Data items:

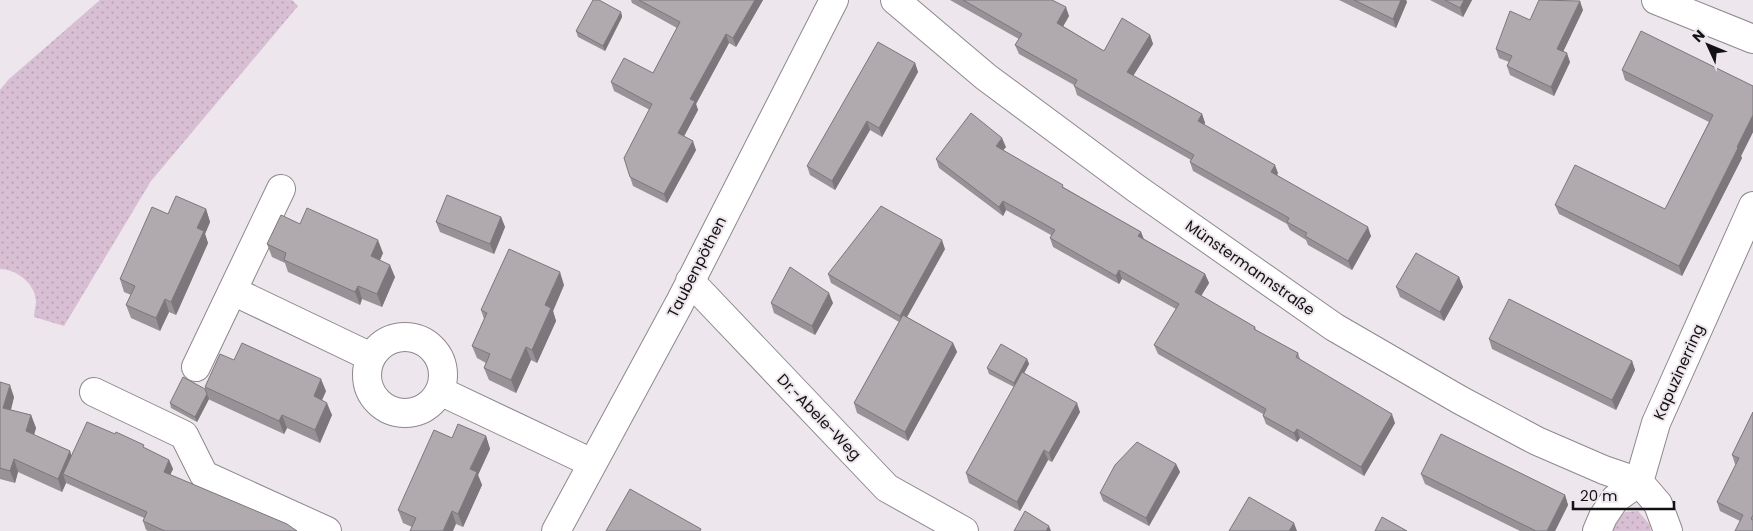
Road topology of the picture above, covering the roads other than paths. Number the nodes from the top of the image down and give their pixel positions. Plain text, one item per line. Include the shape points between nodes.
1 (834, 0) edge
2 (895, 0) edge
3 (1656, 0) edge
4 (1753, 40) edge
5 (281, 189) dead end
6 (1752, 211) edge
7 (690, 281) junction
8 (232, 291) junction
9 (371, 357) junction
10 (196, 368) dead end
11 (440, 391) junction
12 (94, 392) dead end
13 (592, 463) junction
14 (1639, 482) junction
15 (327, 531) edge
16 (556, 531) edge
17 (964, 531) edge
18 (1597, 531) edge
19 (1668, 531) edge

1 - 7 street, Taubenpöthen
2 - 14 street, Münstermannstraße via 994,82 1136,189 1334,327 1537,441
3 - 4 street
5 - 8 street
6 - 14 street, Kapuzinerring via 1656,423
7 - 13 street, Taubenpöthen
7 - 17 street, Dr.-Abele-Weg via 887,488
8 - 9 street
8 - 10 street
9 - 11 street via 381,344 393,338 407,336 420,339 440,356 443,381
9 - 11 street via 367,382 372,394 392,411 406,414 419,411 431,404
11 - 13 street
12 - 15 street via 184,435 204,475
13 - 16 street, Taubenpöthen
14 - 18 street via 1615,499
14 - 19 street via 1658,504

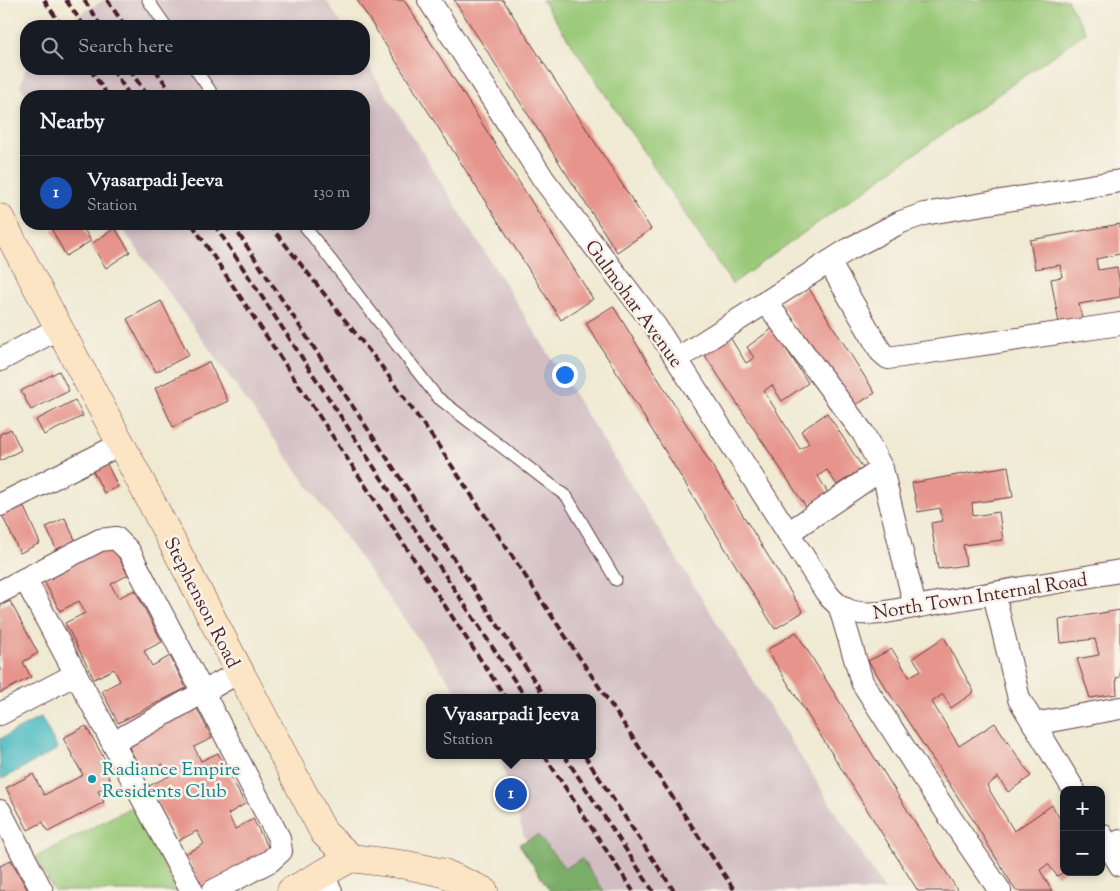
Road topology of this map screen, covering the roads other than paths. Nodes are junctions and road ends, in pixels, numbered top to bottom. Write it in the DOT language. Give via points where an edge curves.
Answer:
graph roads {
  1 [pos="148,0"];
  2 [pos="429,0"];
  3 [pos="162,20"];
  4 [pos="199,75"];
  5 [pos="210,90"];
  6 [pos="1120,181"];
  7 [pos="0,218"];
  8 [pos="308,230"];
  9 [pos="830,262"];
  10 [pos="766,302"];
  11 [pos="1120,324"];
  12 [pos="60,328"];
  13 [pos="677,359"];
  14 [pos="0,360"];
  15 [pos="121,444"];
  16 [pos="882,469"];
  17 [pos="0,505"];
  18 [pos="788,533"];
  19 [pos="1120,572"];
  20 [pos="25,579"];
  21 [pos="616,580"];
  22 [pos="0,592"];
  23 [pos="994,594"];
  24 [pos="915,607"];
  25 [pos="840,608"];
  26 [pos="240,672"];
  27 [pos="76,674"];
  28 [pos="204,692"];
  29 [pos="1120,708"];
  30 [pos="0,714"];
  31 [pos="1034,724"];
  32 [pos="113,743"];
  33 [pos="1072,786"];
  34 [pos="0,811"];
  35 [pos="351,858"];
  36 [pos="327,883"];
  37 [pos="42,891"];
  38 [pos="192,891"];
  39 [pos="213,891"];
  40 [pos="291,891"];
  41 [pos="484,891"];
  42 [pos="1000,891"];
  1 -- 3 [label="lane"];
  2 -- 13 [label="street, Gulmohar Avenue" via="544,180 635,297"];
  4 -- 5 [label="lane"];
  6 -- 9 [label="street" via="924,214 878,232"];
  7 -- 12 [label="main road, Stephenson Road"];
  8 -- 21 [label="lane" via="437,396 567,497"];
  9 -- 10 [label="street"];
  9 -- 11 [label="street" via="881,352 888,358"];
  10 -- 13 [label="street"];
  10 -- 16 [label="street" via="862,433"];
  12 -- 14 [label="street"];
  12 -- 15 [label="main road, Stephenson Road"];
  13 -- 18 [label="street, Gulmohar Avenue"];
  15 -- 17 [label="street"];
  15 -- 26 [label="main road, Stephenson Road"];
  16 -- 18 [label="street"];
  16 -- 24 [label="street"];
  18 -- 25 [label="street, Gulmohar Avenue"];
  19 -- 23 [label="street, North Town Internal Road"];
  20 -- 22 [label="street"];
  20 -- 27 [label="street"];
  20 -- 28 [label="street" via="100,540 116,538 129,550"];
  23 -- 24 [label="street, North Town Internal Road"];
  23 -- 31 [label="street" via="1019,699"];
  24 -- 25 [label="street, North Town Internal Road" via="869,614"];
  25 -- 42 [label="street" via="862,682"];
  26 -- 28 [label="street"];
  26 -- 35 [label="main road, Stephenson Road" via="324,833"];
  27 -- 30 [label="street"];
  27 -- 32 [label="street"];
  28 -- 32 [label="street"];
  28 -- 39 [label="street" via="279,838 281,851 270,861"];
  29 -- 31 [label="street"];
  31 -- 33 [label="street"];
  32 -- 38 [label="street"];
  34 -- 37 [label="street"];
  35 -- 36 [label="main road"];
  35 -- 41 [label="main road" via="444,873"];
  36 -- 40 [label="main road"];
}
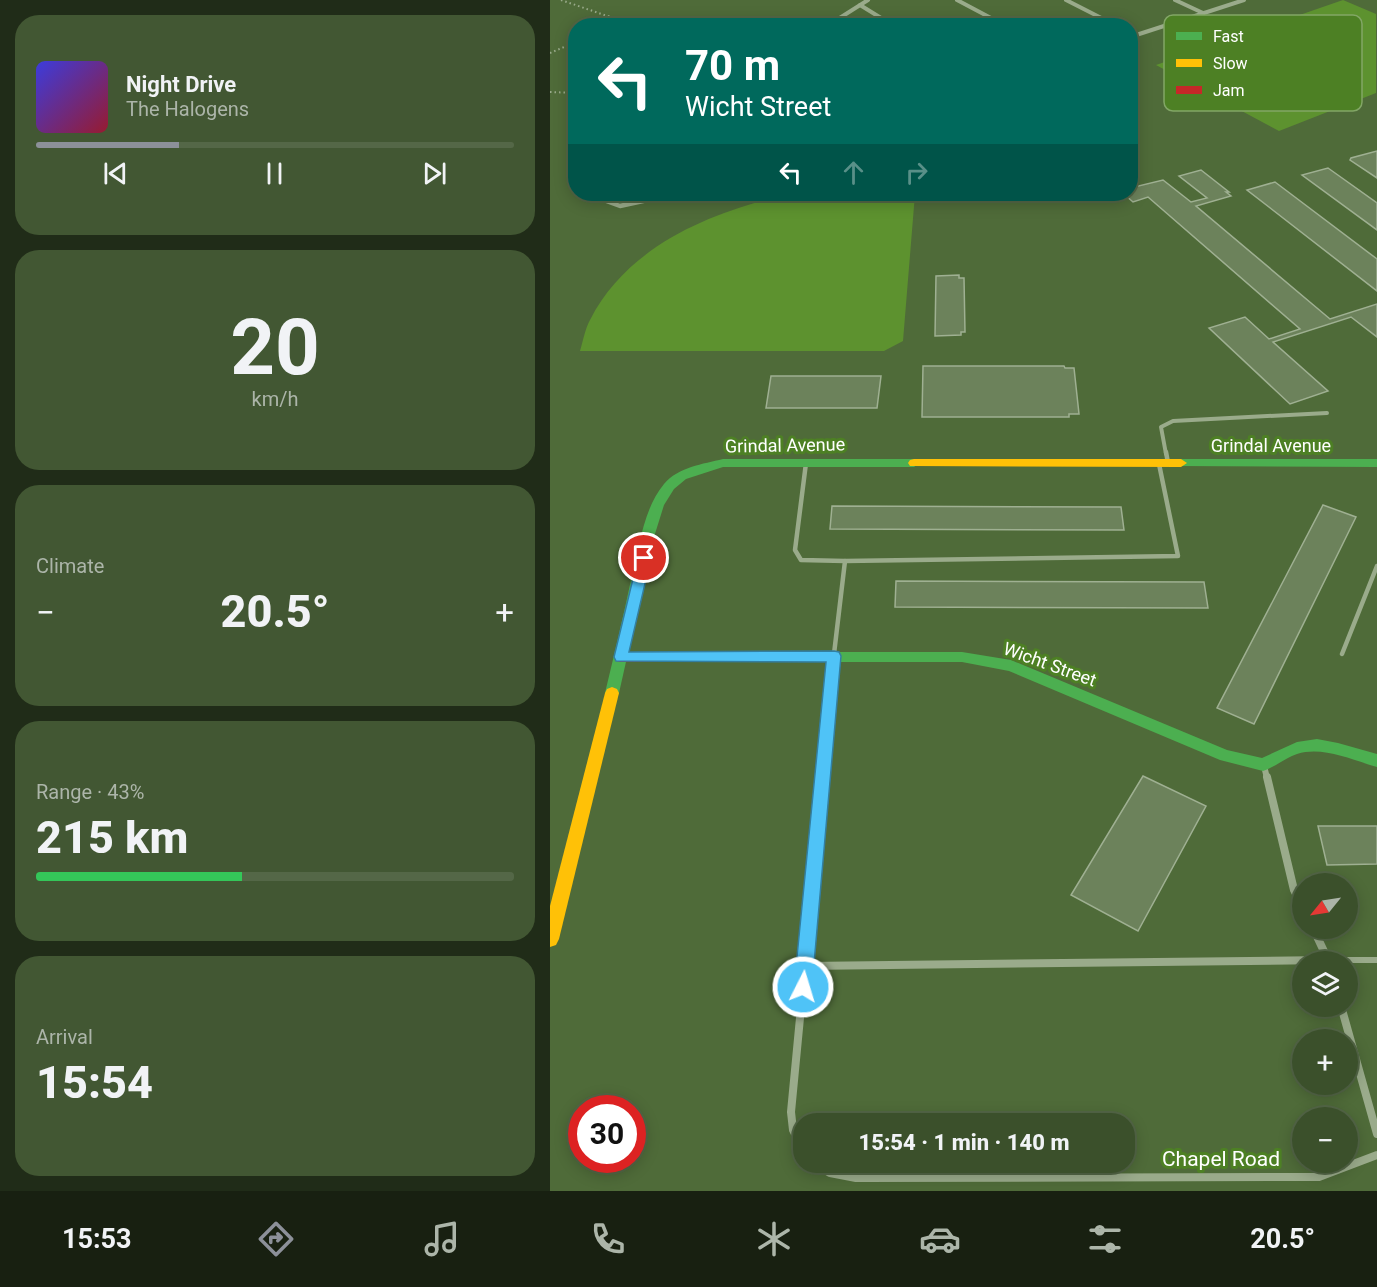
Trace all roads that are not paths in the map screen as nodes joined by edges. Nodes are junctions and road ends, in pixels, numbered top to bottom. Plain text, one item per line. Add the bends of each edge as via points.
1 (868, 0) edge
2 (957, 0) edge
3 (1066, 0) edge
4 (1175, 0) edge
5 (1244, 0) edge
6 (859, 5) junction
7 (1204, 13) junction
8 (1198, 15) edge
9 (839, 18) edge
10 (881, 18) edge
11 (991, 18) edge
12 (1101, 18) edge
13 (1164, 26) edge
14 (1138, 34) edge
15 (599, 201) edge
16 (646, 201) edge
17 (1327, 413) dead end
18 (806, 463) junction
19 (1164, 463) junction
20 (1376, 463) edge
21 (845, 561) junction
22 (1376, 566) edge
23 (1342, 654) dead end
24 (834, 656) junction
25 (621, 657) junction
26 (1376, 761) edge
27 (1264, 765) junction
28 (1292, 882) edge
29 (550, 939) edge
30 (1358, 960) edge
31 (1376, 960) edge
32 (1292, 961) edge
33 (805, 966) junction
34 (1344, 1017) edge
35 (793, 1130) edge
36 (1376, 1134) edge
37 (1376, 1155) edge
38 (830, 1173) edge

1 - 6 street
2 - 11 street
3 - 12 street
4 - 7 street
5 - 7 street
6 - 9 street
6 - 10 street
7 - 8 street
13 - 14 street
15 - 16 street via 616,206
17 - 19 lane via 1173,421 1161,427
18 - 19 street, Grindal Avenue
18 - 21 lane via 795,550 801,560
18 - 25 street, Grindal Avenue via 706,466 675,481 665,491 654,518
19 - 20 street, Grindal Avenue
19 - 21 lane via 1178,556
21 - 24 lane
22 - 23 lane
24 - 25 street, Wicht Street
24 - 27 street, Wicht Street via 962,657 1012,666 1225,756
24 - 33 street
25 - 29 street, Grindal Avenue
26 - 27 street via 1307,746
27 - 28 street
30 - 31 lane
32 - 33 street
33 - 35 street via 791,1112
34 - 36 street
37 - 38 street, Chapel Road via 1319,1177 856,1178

(EXERCISE PROMPT) Your answer must consist of the entries, unchanged, with no pictures in it.

(RESULT OF THE TASK)
Road topology of the picture above, covering the roads other than paths. Number the nodes from the top of the image down and give their pixel positions. Plain text, one item per line. Include the shape points between nodes.
1 (834, 0) edge
2 (895, 0) edge
3 (1656, 0) edge
4 (1753, 40) edge
5 (281, 189) dead end
6 (1752, 211) edge
7 (690, 281) junction
8 (232, 291) junction
9 (371, 357) junction
10 (196, 368) dead end
11 (440, 391) junction
12 (94, 392) dead end
13 (592, 463) junction
14 (1639, 482) junction
15 (327, 531) edge
16 (556, 531) edge
17 (964, 531) edge
18 (1597, 531) edge
19 (1668, 531) edge

1 - 7 street, Taubenpöthen
2 - 14 street, Münstermannstraße via 994,82 1136,189 1334,327 1537,441
3 - 4 street
5 - 8 street
6 - 14 street, Kapuzinerring via 1656,423
7 - 13 street, Taubenpöthen
7 - 17 street, Dr.-Abele-Weg via 887,488
8 - 9 street
8 - 10 street
9 - 11 street via 381,344 393,338 407,336 420,339 440,356 443,381
9 - 11 street via 367,382 372,394 392,411 406,414 419,411 431,404
11 - 13 street
12 - 15 street via 184,435 204,475
13 - 16 street, Taubenpöthen
14 - 18 street via 1615,499
14 - 19 street via 1658,504

Road topology of this map screen, covering the roads other than paths. Nodes are junctions and road ends, in pixels, numbered top to bottom. Write it in the DOT language. Give via points where an edge curves.
Answer:
graph roads {
  1 [pos="148,0"];
  2 [pos="429,0"];
  3 [pos="162,20"];
  4 [pos="199,75"];
  5 [pos="210,90"];
  6 [pos="1120,181"];
  7 [pos="0,218"];
  8 [pos="308,230"];
  9 [pos="830,262"];
  10 [pos="766,302"];
  11 [pos="1120,324"];
  12 [pos="60,328"];
  13 [pos="677,359"];
  14 [pos="0,360"];
  15 [pos="121,444"];
  16 [pos="882,469"];
  17 [pos="0,505"];
  18 [pos="788,533"];
  19 [pos="1120,572"];
  20 [pos="25,579"];
  21 [pos="616,580"];
  22 [pos="0,592"];
  23 [pos="994,594"];
  24 [pos="915,607"];
  25 [pos="840,608"];
  26 [pos="240,672"];
  27 [pos="76,674"];
  28 [pos="204,692"];
  29 [pos="1120,708"];
  30 [pos="0,714"];
  31 [pos="1034,724"];
  32 [pos="113,743"];
  33 [pos="1072,786"];
  34 [pos="0,811"];
  35 [pos="351,858"];
  36 [pos="327,883"];
  37 [pos="42,891"];
  38 [pos="192,891"];
  39 [pos="213,891"];
  40 [pos="291,891"];
  41 [pos="484,891"];
  42 [pos="1000,891"];
  1 -- 3 [label="lane"];
  2 -- 13 [label="street, Gulmohar Avenue" via="544,180 635,297"];
  4 -- 5 [label="lane"];
  6 -- 9 [label="street" via="924,214 878,232"];
  7 -- 12 [label="main road, Stephenson Road"];
  8 -- 21 [label="lane" via="437,396 567,497"];
  9 -- 10 [label="street"];
  9 -- 11 [label="street" via="881,352 888,358"];
  10 -- 13 [label="street"];
  10 -- 16 [label="street" via="862,433"];
  12 -- 14 [label="street"];
  12 -- 15 [label="main road, Stephenson Road"];
  13 -- 18 [label="street, Gulmohar Avenue"];
  15 -- 17 [label="street"];
  15 -- 26 [label="main road, Stephenson Road"];
  16 -- 18 [label="street"];
  16 -- 24 [label="street"];
  18 -- 25 [label="street, Gulmohar Avenue"];
  19 -- 23 [label="street, North Town Internal Road"];
  20 -- 22 [label="street"];
  20 -- 27 [label="street"];
  20 -- 28 [label="street" via="100,540 116,538 129,550"];
  23 -- 24 [label="street, North Town Internal Road"];
  23 -- 31 [label="street" via="1019,699"];
  24 -- 25 [label="street, North Town Internal Road" via="869,614"];
  25 -- 42 [label="street" via="862,682"];
  26 -- 28 [label="street"];
  26 -- 35 [label="main road, Stephenson Road" via="324,833"];
  27 -- 30 [label="street"];
  27 -- 32 [label="street"];
  28 -- 32 [label="street"];
  28 -- 39 [label="street" via="279,838 281,851 270,861"];
  29 -- 31 [label="street"];
  31 -- 33 [label="street"];
  32 -- 38 [label="street"];
  34 -- 37 [label="street"];
  35 -- 36 [label="main road"];
  35 -- 41 [label="main road" via="444,873"];
  36 -- 40 [label="main road"];
}
Trace all roads that are not paths in the map screen as nodes joined by edges. Nodes are junctions and road ends, in pixels, numbered top to bottom. Plain text, one item per line. Add the bends of each edge as via points.
1 (868, 0) edge
2 (957, 0) edge
3 (1066, 0) edge
4 (1175, 0) edge
5 (1244, 0) edge
6 (859, 5) junction
7 (1204, 13) junction
8 (1198, 15) edge
9 (839, 18) edge
10 (881, 18) edge
11 (991, 18) edge
12 (1101, 18) edge
13 (1164, 26) edge
14 (1138, 34) edge
15 (599, 201) edge
16 (646, 201) edge
17 (1327, 413) dead end
18 (806, 463) junction
19 (1164, 463) junction
20 (1376, 463) edge
21 (845, 561) junction
22 (1376, 566) edge
23 (1342, 654) dead end
24 (834, 656) junction
25 (621, 657) junction
26 (1376, 761) edge
27 (1264, 765) junction
28 (1292, 882) edge
29 (550, 939) edge
30 (1358, 960) edge
31 (1376, 960) edge
32 (1292, 961) edge
33 (805, 966) junction
34 (1344, 1017) edge
35 (793, 1130) edge
36 (1376, 1134) edge
37 (1376, 1155) edge
38 (830, 1173) edge

1 - 6 street
2 - 11 street
3 - 12 street
4 - 7 street
5 - 7 street
6 - 9 street
6 - 10 street
7 - 8 street
13 - 14 street
15 - 16 street via 616,206
17 - 19 lane via 1173,421 1161,427
18 - 19 street, Grindal Avenue
18 - 21 lane via 795,550 801,560
18 - 25 street, Grindal Avenue via 706,466 675,481 665,491 654,518
19 - 20 street, Grindal Avenue
19 - 21 lane via 1178,556
21 - 24 lane
22 - 23 lane
24 - 25 street, Wicht Street
24 - 27 street, Wicht Street via 962,657 1012,666 1225,756
24 - 33 street
25 - 29 street, Grindal Avenue
26 - 27 street via 1307,746
27 - 28 street
30 - 31 lane
32 - 33 street
33 - 35 street via 791,1112
34 - 36 street
37 - 38 street, Chapel Road via 1319,1177 856,1178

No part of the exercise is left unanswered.